Consequences Playing a Role
The moment always passed, of course, when my wiser side reminded me of Julia Tutwiler Prison, here in Alabama. Consequences must play a role in recovery from drug addiction, I am a firm believer in that. Some consequences are more harsh than others, however, depending on what state the charge originated. Sometimes too harsh of a sentence results in the unneeded "education" of addicts who would never have thought on their own "how to get away with it next time" in the manner they learn when going to prison. Drug law reform is needed in many areas, but a balance of ordered consequences of actions should be met.

Likewise, the recovering addict must stay busy. Many mainstream Christian recovery programs (and a great one is the Celebrate Recovery group found within local mainstream Christian Churches) have a somewhat different view of this, but I believe you can merge your Christian beliefs with the idea of staying busy. It is necessary - "idle hands," and all that.

So, I have constantly asked myself through the years, "why does anyone try that first drug, having a multitude of information out there?" They do for the same reason I did, I suppose. No one believes they could ever become addicted to it. They see homeless pictures of cocaine addicts on the side of the road with their noses half rotted off and that's so unlike them that they firmly believe they could never be there. They do not see the guy who first tried cocaine, realize he is from the same social class as they are, with the same likes, clothing preference, upbringing, and that he even watched the Smurfs on Saturday mornings, the same as them. All they see is an impossibility that further fuels their belief that they will never become addicted. Especially not like that. It is like showing them tombstones of drivers who were speeding in sports cars and telling them that they, too, could die behind the wheel. They see someone else did, but they do not believe they could be under ground and lifeless.

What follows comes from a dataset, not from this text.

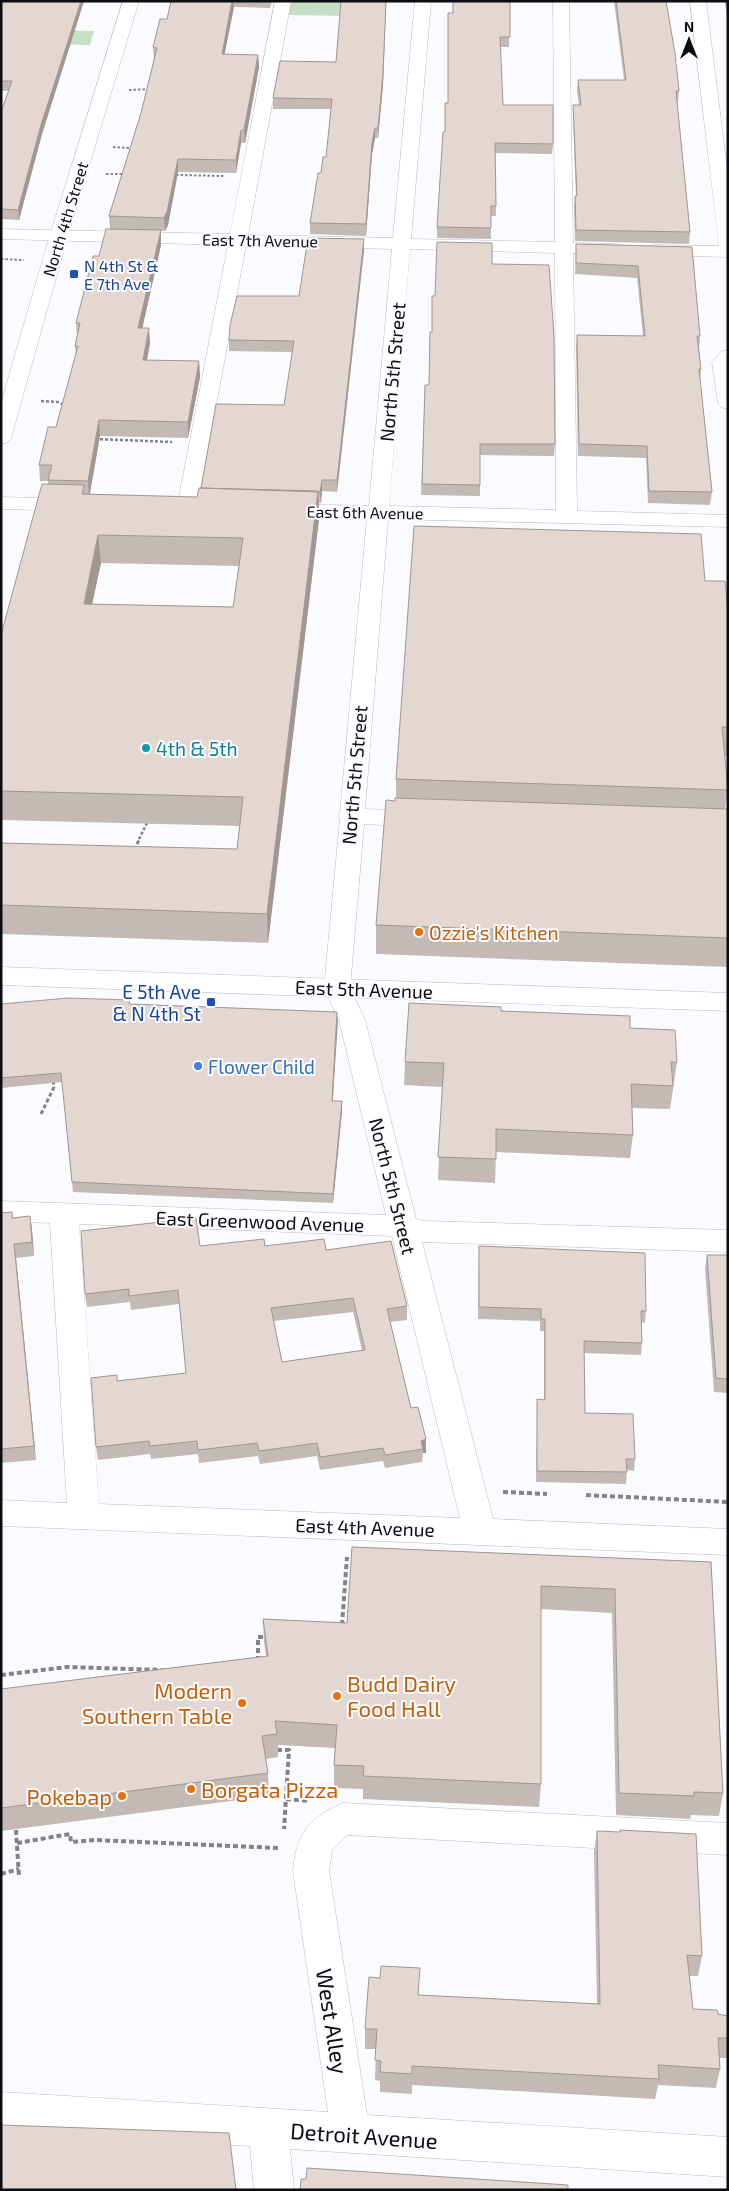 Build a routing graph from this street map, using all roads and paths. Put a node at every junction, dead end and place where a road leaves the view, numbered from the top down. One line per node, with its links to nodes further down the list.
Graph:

I came from a good childhood. I went to private schools, and not because I was kicked out of public schools, either. In the eighties, students actually went to private schools to have a better education, and I smile as I write that, hoping I do not offend those with troubles kids. I came from a background that was not littered with bad impressions or bad relatives or black sheep of the family going to jail. It was stable, good, loving, and fair. Though there are childhoods showing "at risk" cases who go on to use drugs, mine was not anywhere close to being similar to any of the statistical probabilities. It can happen to anyone.

That Thing Wants to Kill You
Addictions are deadly. There are so many ways to die, as well: emotional death, mental death, a love for life dies, hopes die, and dreams die. Just because a person cannot fathom a tombstone in their future does not mean an addiction will not kill them. Further, sometimes an addiction will kill them and leave them alive physically. That Thing waits in the background to whisper reminders of the pain of an addiction in the user's ear even after It lulls them into an addiction. Even when they are high. It happened to me. It will happen to others. It could happen to you.

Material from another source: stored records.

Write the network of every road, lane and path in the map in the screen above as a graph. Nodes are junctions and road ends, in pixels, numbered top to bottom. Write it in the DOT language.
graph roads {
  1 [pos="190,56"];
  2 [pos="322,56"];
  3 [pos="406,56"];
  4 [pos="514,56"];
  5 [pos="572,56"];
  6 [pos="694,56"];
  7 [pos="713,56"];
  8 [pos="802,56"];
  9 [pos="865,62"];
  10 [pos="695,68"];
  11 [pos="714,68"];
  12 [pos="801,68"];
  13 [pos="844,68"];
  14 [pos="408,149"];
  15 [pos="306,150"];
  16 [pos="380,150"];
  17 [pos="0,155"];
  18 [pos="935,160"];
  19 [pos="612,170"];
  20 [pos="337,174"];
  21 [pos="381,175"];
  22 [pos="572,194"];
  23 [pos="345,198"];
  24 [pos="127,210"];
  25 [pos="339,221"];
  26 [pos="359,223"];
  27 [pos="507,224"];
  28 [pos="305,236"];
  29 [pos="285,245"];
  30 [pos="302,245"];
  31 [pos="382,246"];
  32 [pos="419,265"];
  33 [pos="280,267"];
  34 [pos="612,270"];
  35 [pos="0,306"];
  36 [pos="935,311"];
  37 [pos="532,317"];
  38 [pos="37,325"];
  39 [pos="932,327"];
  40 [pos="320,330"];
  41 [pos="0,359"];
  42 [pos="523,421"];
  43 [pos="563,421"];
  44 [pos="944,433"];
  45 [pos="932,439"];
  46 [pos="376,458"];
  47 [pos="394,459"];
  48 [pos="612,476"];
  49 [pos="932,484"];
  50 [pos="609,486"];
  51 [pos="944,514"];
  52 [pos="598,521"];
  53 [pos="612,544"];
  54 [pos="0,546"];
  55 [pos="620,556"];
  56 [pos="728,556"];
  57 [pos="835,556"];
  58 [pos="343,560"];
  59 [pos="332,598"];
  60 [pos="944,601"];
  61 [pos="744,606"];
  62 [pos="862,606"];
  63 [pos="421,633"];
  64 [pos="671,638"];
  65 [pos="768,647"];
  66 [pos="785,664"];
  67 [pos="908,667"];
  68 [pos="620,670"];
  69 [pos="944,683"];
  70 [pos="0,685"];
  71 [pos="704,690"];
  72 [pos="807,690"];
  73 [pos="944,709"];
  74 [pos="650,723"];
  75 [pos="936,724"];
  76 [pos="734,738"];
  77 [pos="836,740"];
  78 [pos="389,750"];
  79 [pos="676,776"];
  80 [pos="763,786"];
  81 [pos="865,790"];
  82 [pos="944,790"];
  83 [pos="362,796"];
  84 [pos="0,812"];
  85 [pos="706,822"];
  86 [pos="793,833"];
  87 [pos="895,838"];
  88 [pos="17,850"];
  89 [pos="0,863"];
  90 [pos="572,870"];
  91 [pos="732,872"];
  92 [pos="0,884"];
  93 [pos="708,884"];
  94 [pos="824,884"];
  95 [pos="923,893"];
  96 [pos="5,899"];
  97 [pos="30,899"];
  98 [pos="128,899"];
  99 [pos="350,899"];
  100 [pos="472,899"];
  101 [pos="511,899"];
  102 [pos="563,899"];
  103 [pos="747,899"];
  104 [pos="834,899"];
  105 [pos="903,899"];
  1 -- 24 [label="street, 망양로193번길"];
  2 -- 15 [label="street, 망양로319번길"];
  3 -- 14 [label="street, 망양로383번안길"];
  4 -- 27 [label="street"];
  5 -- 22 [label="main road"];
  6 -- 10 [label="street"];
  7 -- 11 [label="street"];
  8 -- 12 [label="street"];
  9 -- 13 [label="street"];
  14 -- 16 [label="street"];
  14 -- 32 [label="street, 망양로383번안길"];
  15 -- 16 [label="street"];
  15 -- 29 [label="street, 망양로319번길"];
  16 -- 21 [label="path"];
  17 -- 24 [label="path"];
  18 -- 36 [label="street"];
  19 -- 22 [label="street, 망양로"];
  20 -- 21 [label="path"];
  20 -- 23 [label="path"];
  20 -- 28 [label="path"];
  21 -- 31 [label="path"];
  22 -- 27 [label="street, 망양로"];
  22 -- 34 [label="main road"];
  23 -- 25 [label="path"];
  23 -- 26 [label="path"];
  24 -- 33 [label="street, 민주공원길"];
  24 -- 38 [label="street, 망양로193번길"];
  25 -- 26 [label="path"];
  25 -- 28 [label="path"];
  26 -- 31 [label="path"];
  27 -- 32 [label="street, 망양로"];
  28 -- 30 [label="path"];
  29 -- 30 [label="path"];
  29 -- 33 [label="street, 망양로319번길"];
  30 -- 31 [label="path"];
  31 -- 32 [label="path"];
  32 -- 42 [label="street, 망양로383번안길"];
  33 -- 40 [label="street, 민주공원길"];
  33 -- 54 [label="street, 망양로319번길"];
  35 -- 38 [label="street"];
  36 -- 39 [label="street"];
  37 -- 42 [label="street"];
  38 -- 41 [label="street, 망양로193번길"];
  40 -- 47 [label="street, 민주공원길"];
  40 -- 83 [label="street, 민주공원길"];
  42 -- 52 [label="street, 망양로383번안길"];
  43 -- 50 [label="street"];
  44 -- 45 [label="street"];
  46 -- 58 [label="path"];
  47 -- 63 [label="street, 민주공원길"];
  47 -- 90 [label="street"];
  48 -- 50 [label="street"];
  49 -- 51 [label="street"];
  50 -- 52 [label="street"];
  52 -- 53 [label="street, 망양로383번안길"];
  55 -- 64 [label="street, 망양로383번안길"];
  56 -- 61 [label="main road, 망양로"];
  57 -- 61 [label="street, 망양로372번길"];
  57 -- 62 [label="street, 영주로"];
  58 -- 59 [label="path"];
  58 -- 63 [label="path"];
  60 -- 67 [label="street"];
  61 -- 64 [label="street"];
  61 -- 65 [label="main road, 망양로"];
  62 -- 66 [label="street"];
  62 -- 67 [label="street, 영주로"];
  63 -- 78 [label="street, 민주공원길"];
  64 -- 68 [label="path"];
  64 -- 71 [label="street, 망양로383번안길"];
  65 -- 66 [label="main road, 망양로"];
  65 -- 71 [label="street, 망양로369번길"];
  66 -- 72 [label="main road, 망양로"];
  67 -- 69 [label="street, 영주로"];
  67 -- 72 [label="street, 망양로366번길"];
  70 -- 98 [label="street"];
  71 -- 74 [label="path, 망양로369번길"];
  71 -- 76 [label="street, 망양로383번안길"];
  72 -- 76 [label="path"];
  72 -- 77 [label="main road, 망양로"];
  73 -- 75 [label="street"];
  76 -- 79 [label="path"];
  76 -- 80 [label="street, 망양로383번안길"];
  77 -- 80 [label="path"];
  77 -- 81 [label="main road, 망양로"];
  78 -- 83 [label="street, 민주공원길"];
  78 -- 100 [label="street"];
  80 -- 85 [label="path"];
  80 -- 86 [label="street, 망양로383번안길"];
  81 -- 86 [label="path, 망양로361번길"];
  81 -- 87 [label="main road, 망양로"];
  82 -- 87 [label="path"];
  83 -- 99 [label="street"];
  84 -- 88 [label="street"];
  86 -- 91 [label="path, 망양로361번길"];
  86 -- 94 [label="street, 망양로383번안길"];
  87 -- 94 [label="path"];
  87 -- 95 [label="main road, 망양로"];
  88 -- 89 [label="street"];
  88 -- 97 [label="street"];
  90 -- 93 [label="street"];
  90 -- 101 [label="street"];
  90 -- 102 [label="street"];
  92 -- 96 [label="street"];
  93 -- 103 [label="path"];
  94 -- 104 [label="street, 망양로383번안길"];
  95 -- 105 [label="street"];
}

Be smart. Take the proof of experience from an addicted life. Hug your kids again. Hug them again. Hold onto them for their own sakes and for yours. Know and believe in your very soul that there is never enough good feeling and escape that will ever even come close to the prices and losses you will encounter when listening to the screaming whispers of drug addiction.

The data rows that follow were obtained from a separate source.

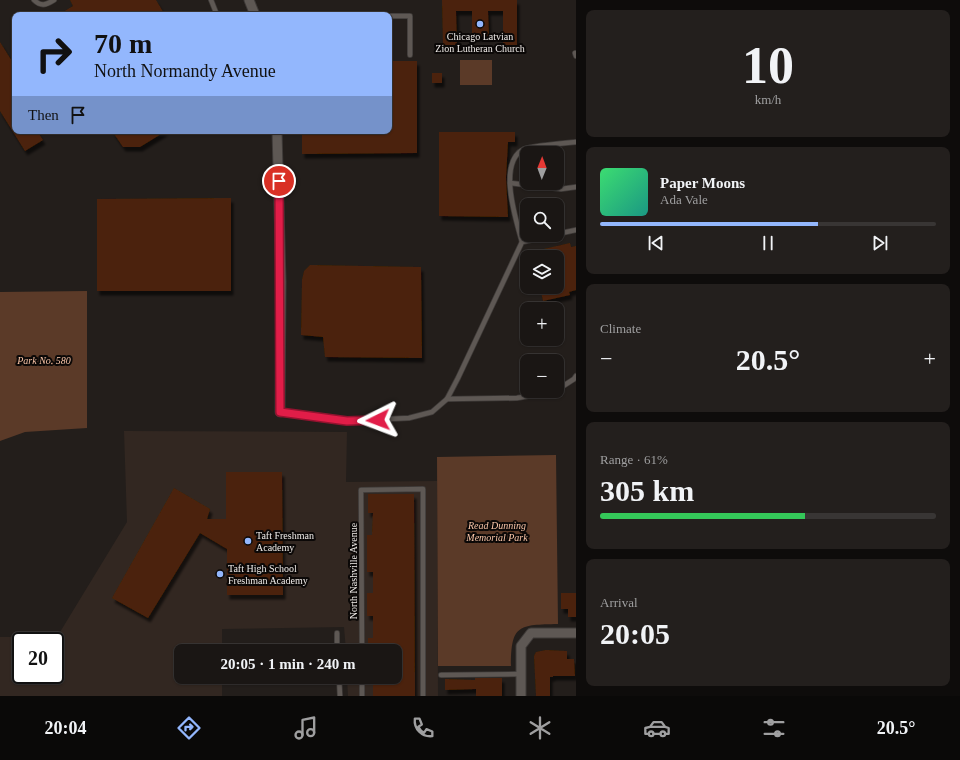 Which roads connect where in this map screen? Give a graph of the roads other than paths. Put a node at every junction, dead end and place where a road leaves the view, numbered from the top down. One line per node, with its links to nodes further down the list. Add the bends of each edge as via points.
1 (34, 0): 2 (lane, via 42,5)
2 (54, 0)
3 (211, 0): 5 (lane)
4 (249, 0): 6 (street)
5 (216, 12)
6 (254, 12)
7 (392, 16): 8 (lane, via 410,16)
8 (410, 54)
9 (277, 134): 21 (street, via 281,282)
10 (576, 142): 11 (lane, via 524,149 513,160)
11 (510, 183): 12 (lane, via 561,189); 15 (lane)
12 (576, 187)
13 (576, 230): 14 (lane)
14 (564, 233)
15 (520, 234)
16 (522, 242): 20 (lane)
17 (576, 376): 18 (lane)
18 (564, 386)
19 (520, 397): 20 (lane)
20 (446, 399): 21 (lane, via 432,412 409,418 347,421)
21 (280, 412)
22 (337, 633): 24 (lane)
23 (576, 633): 26 (street, via 531,633 521,646)
24 (338, 644)
25 (362, 644): 32 (lane, North Nashville Avenue, via 361,490 423,489)
26 (521, 674): 27 (lane); 33 (street)
27 (441, 675)
28 (339, 684): 30 (lane)
29 (362, 684): 31 (lane)
30 (340, 696)
31 (362, 696)
32 (423, 696)
33 (521, 696)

VIEWING 1 - 1 OUT OF 1 COMMENTS

From: kschris
May 8, 2007, 12:31 pm
Love your article...full of knowledge, lived, and learned the hardway...like the rest of us! Just have to say an AMEN to idle hands....and to not listeining to the addict vs. the recovering addict within us all......it NEVER dies, leaves, nor gives up on your soul.....it will wait patiently, untill you're vulnerable enough through whatever choices, circumstances, resentments....fears.. or just putting something other than recovery first......to snag your victory over it and claim it for its own! Had 13 years 12/02/90 relapsed....now my date is 04/28/07 Keep up the good writing and the necessary message! Love, chris s.